By Palestine Chronicle Staff

Iconic Palestinian artist Fathi Ghaben died on Sunday in Gaza, at the age of 77, after Israeli authorities prevented him from leaving the besieged Strip to receive treatment abroad, the Palestinian Ministry of Culture announced.

“Ghaben’s departure constitutes a loss to Palestinian art,” the ministry said in a statement.

 

The ministry explained that “Ghaben, who was suffering from severe chest and lung problems, needed to travel abroad to complete his treatment, due to the lack of medicines and oxygen in Gaza, but the occupation authorities did not allow him to leave the Strip.”

Fathi Ghaben was born in the village of Harbia in the northern Gaza Strip in 1947. His mother carried him during the Nakba and was forcibly displaced to Gaza, where he lived his life in the Jabaliya camp.

Ghaben, who also worked as an advisor in the Ministry of Culture, won many international awards during his artistic career.

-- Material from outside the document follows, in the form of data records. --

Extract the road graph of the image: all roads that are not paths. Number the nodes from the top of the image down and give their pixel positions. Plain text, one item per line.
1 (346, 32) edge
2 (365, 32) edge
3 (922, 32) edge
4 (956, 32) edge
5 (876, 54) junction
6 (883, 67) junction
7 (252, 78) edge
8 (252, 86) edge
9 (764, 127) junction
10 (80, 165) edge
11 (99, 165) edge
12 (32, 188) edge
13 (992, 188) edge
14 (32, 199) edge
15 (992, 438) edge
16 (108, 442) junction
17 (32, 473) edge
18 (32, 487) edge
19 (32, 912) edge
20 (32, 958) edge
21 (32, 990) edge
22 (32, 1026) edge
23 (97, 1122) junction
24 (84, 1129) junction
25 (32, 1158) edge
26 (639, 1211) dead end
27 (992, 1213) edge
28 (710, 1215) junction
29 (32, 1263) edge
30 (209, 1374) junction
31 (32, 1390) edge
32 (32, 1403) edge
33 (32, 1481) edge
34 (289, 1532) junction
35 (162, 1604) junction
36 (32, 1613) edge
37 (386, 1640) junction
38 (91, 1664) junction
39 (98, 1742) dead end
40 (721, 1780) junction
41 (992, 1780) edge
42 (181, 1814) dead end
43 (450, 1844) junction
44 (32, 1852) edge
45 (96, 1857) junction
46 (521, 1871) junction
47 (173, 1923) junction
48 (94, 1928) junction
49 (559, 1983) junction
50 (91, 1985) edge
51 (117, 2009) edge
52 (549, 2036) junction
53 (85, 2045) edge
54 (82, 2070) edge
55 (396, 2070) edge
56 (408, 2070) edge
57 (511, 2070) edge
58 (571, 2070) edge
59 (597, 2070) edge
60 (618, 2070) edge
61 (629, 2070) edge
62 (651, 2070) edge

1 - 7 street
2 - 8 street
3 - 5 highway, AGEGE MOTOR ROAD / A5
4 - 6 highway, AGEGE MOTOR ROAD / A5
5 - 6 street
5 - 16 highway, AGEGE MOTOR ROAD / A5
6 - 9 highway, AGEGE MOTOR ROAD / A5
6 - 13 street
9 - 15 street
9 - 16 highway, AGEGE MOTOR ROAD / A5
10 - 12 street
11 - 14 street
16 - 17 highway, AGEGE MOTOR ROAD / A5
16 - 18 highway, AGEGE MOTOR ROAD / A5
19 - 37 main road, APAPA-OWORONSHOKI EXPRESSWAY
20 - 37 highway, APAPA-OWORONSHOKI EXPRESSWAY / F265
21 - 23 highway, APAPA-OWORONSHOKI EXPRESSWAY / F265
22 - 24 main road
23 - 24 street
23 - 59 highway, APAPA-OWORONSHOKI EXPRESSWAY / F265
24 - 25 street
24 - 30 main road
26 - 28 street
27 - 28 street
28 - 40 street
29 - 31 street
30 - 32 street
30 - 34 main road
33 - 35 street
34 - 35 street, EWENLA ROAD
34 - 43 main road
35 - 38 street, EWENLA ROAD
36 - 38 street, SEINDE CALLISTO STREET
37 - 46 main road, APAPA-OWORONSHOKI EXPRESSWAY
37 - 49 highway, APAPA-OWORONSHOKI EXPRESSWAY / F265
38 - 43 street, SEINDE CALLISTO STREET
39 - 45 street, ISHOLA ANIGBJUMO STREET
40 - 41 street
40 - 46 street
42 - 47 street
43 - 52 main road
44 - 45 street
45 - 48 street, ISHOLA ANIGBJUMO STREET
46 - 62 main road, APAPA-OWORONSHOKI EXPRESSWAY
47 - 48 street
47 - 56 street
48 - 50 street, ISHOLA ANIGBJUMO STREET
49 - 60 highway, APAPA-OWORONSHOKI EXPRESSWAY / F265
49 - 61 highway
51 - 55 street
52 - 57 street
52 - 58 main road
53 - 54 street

“Palestine was always present in all its details in Ghaben’s works,” Palestinian Minister of Culture Atef Abu Seif said, adding: “He immortalized the life of the Palestinian village that the Nakba wanted to erase, remembering the village of Harbia, in which he was born.”

The cultural scene in the Gaza Strip lost many creative people in various fields due to the ongoing Israeli bombing of the Gaza Strip, while dozens of cultural centers, museums and libraries were destroyed.

 

According to Gaza’s Ministry of Health, 29,692 Palestinians have been killed, and 69,879 wounded in Israel’s ongoing genocide in Gaza starting on October 7.

Moreover, at least 7,000 people are unaccounted for, presumed dead under the rubble of their homes throughout the Strip.

Palestinian and international organizations say that the majority of those killed and wounded are women and children.

The Israeli aggression has also resulted in the forceful displacement of nearly two million people from all over the Gaza Strip, with the vast majority of the displaced forced into the densely crowded southern city of Rafah near the border with Egypt – in what has become Palestine’s largest mass exodus since the 1948 Nakba.